PROBLEM TO SOLVE: Every record below should appear in your answer, copied exactly.

(Beginning of EXTRACTED ENTRIES)

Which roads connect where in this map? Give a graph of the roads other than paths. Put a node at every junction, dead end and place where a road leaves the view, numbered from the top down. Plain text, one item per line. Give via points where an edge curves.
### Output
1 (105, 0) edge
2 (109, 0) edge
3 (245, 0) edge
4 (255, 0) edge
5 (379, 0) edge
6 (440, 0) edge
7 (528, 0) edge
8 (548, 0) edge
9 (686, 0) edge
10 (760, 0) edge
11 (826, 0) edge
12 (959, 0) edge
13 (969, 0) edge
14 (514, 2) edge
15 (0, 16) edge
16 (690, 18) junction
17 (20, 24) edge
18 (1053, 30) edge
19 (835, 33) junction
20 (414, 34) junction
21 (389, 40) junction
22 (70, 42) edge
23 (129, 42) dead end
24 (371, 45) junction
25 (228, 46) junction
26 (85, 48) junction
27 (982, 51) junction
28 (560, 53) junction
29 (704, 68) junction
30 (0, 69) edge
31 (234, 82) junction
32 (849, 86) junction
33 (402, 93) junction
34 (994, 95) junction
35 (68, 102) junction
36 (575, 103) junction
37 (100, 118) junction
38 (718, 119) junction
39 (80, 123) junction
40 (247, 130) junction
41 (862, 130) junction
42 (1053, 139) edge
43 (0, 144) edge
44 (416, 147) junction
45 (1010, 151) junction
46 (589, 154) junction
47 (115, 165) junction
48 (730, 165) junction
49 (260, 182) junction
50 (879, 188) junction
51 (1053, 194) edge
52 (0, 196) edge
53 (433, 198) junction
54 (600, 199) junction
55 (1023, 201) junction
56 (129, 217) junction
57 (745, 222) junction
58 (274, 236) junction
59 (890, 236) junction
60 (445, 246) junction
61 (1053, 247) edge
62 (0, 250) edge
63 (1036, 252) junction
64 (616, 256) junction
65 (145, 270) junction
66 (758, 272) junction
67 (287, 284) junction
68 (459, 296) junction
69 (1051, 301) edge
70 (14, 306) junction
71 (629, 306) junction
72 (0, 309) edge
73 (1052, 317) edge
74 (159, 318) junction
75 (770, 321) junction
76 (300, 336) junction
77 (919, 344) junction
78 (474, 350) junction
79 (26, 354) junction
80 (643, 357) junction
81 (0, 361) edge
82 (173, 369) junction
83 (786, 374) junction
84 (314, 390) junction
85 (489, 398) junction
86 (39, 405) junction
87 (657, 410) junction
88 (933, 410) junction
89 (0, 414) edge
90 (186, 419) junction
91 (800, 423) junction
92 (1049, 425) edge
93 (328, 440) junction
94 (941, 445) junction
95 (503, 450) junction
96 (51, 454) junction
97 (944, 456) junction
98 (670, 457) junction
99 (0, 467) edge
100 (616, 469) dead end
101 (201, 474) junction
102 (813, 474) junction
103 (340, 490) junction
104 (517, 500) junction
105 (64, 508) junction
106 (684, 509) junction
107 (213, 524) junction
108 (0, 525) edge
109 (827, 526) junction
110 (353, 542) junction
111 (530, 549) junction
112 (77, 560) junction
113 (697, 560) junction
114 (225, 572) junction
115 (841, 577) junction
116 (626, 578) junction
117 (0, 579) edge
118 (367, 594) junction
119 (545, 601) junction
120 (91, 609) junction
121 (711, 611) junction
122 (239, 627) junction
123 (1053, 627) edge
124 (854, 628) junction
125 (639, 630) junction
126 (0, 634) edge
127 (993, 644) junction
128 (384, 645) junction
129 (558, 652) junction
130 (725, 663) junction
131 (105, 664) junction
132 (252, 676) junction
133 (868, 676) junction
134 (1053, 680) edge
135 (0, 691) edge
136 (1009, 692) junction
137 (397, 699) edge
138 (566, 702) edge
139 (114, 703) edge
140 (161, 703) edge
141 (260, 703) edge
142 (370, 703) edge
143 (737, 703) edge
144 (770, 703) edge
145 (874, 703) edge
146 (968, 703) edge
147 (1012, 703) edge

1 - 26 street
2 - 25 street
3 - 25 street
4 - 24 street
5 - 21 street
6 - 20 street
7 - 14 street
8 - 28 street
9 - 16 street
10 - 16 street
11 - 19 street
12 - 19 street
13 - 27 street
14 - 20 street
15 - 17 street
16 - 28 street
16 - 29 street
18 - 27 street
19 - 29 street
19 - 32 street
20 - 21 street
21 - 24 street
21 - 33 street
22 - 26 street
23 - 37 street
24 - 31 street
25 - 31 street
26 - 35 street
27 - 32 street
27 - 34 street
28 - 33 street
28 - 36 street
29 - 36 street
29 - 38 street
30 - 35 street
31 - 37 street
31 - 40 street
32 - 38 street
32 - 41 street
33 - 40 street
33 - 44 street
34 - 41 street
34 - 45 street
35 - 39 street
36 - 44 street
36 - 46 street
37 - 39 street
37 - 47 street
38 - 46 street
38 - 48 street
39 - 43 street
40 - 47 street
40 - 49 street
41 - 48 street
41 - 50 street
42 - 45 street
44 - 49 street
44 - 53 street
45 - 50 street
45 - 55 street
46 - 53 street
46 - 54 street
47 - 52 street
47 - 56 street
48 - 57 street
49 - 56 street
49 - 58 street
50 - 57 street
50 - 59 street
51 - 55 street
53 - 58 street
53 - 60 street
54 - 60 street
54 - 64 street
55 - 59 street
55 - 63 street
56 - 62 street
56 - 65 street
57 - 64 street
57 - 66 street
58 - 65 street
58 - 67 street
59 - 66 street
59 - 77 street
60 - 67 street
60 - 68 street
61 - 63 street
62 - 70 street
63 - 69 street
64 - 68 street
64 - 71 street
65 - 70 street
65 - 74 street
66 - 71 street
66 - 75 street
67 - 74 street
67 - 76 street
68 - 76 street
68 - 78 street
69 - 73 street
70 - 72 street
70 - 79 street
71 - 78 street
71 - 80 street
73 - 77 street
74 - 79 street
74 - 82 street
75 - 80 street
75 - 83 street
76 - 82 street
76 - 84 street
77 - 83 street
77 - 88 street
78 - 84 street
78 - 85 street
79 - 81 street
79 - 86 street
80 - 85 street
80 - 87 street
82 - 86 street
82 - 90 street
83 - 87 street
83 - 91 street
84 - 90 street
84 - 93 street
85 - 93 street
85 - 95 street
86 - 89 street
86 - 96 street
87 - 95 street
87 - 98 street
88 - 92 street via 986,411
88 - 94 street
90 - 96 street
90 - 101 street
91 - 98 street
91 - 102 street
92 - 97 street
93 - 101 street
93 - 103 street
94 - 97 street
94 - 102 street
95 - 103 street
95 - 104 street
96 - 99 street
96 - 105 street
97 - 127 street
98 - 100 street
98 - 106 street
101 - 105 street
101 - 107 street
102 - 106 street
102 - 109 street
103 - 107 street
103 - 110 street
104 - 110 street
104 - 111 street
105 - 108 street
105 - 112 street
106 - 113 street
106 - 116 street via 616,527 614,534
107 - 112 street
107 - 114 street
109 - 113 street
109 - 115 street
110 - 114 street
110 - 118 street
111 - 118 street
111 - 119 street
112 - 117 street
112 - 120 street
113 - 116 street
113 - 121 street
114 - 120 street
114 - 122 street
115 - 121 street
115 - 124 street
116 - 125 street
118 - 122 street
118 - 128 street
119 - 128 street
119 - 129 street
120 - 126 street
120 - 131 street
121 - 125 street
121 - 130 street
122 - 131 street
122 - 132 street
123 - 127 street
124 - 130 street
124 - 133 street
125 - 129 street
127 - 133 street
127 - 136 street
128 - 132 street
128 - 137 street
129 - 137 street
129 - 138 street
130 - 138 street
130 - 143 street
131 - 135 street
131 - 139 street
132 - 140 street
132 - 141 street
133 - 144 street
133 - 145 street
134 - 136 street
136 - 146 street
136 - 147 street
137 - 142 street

(End of EXTRACTED ENTRIES)

TASK OUTPUT:
Which roads connect where in this map? Give a graph of the roads other than paths. Put a node at every junction, dead end and place where a road leaves the view, numbered from the top down. Plain text, one item per line. Give via points where an edge curves.
### Output
1 (105, 0) edge
2 (109, 0) edge
3 (245, 0) edge
4 (255, 0) edge
5 (379, 0) edge
6 (440, 0) edge
7 (528, 0) edge
8 (548, 0) edge
9 (686, 0) edge
10 (760, 0) edge
11 (826, 0) edge
12 (959, 0) edge
13 (969, 0) edge
14 (514, 2) edge
15 (0, 16) edge
16 (690, 18) junction
17 (20, 24) edge
18 (1053, 30) edge
19 (835, 33) junction
20 (414, 34) junction
21 (389, 40) junction
22 (70, 42) edge
23 (129, 42) dead end
24 (371, 45) junction
25 (228, 46) junction
26 (85, 48) junction
27 (982, 51) junction
28 (560, 53) junction
29 (704, 68) junction
30 (0, 69) edge
31 (234, 82) junction
32 (849, 86) junction
33 (402, 93) junction
34 (994, 95) junction
35 (68, 102) junction
36 (575, 103) junction
37 (100, 118) junction
38 (718, 119) junction
39 (80, 123) junction
40 (247, 130) junction
41 (862, 130) junction
42 (1053, 139) edge
43 (0, 144) edge
44 (416, 147) junction
45 (1010, 151) junction
46 (589, 154) junction
47 (115, 165) junction
48 (730, 165) junction
49 (260, 182) junction
50 (879, 188) junction
51 (1053, 194) edge
52 (0, 196) edge
53 (433, 198) junction
54 (600, 199) junction
55 (1023, 201) junction
56 (129, 217) junction
57 (745, 222) junction
58 (274, 236) junction
59 (890, 236) junction
60 (445, 246) junction
61 (1053, 247) edge
62 (0, 250) edge
63 (1036, 252) junction
64 (616, 256) junction
65 (145, 270) junction
66 (758, 272) junction
67 (287, 284) junction
68 (459, 296) junction
69 (1051, 301) edge
70 (14, 306) junction
71 (629, 306) junction
72 (0, 309) edge
73 (1052, 317) edge
74 (159, 318) junction
75 (770, 321) junction
76 (300, 336) junction
77 (919, 344) junction
78 (474, 350) junction
79 (26, 354) junction
80 (643, 357) junction
81 (0, 361) edge
82 (173, 369) junction
83 (786, 374) junction
84 (314, 390) junction
85 (489, 398) junction
86 (39, 405) junction
87 (657, 410) junction
88 (933, 410) junction
89 (0, 414) edge
90 (186, 419) junction
91 (800, 423) junction
92 (1049, 425) edge
93 (328, 440) junction
94 (941, 445) junction
95 (503, 450) junction
96 (51, 454) junction
97 (944, 456) junction
98 (670, 457) junction
99 (0, 467) edge
100 (616, 469) dead end
101 (201, 474) junction
102 (813, 474) junction
103 (340, 490) junction
104 (517, 500) junction
105 (64, 508) junction
106 (684, 509) junction
107 (213, 524) junction
108 (0, 525) edge
109 (827, 526) junction
110 (353, 542) junction
111 (530, 549) junction
112 (77, 560) junction
113 (697, 560) junction
114 (225, 572) junction
115 (841, 577) junction
116 (626, 578) junction
117 (0, 579) edge
118 (367, 594) junction
119 (545, 601) junction
120 (91, 609) junction
121 (711, 611) junction
122 (239, 627) junction
123 (1053, 627) edge
124 (854, 628) junction
125 (639, 630) junction
126 (0, 634) edge
127 (993, 644) junction
128 (384, 645) junction
129 (558, 652) junction
130 (725, 663) junction
131 (105, 664) junction
132 (252, 676) junction
133 (868, 676) junction
134 (1053, 680) edge
135 (0, 691) edge
136 (1009, 692) junction
137 (397, 699) edge
138 (566, 702) edge
139 (114, 703) edge
140 (161, 703) edge
141 (260, 703) edge
142 (370, 703) edge
143 (737, 703) edge
144 (770, 703) edge
145 (874, 703) edge
146 (968, 703) edge
147 (1012, 703) edge

1 - 26 street
2 - 25 street
3 - 25 street
4 - 24 street
5 - 21 street
6 - 20 street
7 - 14 street
8 - 28 street
9 - 16 street
10 - 16 street
11 - 19 street
12 - 19 street
13 - 27 street
14 - 20 street
15 - 17 street
16 - 28 street
16 - 29 street
18 - 27 street
19 - 29 street
19 - 32 street
20 - 21 street
21 - 24 street
21 - 33 street
22 - 26 street
23 - 37 street
24 - 31 street
25 - 31 street
26 - 35 street
27 - 32 street
27 - 34 street
28 - 33 street
28 - 36 street
29 - 36 street
29 - 38 street
30 - 35 street
31 - 37 street
31 - 40 street
32 - 38 street
32 - 41 street
33 - 40 street
33 - 44 street
34 - 41 street
34 - 45 street
35 - 39 street
36 - 44 street
36 - 46 street
37 - 39 street
37 - 47 street
38 - 46 street
38 - 48 street
39 - 43 street
40 - 47 street
40 - 49 street
41 - 48 street
41 - 50 street
42 - 45 street
44 - 49 street
44 - 53 street
45 - 50 street
45 - 55 street
46 - 53 street
46 - 54 street
47 - 52 street
47 - 56 street
48 - 57 street
49 - 56 street
49 - 58 street
50 - 57 street
50 - 59 street
51 - 55 street
53 - 58 street
53 - 60 street
54 - 60 street
54 - 64 street
55 - 59 street
55 - 63 street
56 - 62 street
56 - 65 street
57 - 64 street
57 - 66 street
58 - 65 street
58 - 67 street
59 - 66 street
59 - 77 street
60 - 67 street
60 - 68 street
61 - 63 street
62 - 70 street
63 - 69 street
64 - 68 street
64 - 71 street
65 - 70 street
65 - 74 street
66 - 71 street
66 - 75 street
67 - 74 street
67 - 76 street
68 - 76 street
68 - 78 street
69 - 73 street
70 - 72 street
70 - 79 street
71 - 78 street
71 - 80 street
73 - 77 street
74 - 79 street
74 - 82 street
75 - 80 street
75 - 83 street
76 - 82 street
76 - 84 street
77 - 83 street
77 - 88 street
78 - 84 street
78 - 85 street
79 - 81 street
79 - 86 street
80 - 85 street
80 - 87 street
82 - 86 street
82 - 90 street
83 - 87 street
83 - 91 street
84 - 90 street
84 - 93 street
85 - 93 street
85 - 95 street
86 - 89 street
86 - 96 street
87 - 95 street
87 - 98 street
88 - 92 street via 986,411
88 - 94 street
90 - 96 street
90 - 101 street
91 - 98 street
91 - 102 street
92 - 97 street
93 - 101 street
93 - 103 street
94 - 97 street
94 - 102 street
95 - 103 street
95 - 104 street
96 - 99 street
96 - 105 street
97 - 127 street
98 - 100 street
98 - 106 street
101 - 105 street
101 - 107 street
102 - 106 street
102 - 109 street
103 - 107 street
103 - 110 street
104 - 110 street
104 - 111 street
105 - 108 street
105 - 112 street
106 - 113 street
106 - 116 street via 616,527 614,534
107 - 112 street
107 - 114 street
109 - 113 street
109 - 115 street
110 - 114 street
110 - 118 street
111 - 118 street
111 - 119 street
112 - 117 street
112 - 120 street
113 - 116 street
113 - 121 street
114 - 120 street
114 - 122 street
115 - 121 street
115 - 124 street
116 - 125 street
118 - 122 street
118 - 128 street
119 - 128 street
119 - 129 street
120 - 126 street
120 - 131 street
121 - 125 street
121 - 130 street
122 - 131 street
122 - 132 street
123 - 127 street
124 - 130 street
124 - 133 street
125 - 129 street
127 - 133 street
127 - 136 street
128 - 132 street
128 - 137 street
129 - 137 street
129 - 138 street
130 - 138 street
130 - 143 street
131 - 135 street
131 - 139 street
132 - 140 street
132 - 141 street
133 - 144 street
133 - 145 street
134 - 136 street
136 - 146 street
136 - 147 street
137 - 142 street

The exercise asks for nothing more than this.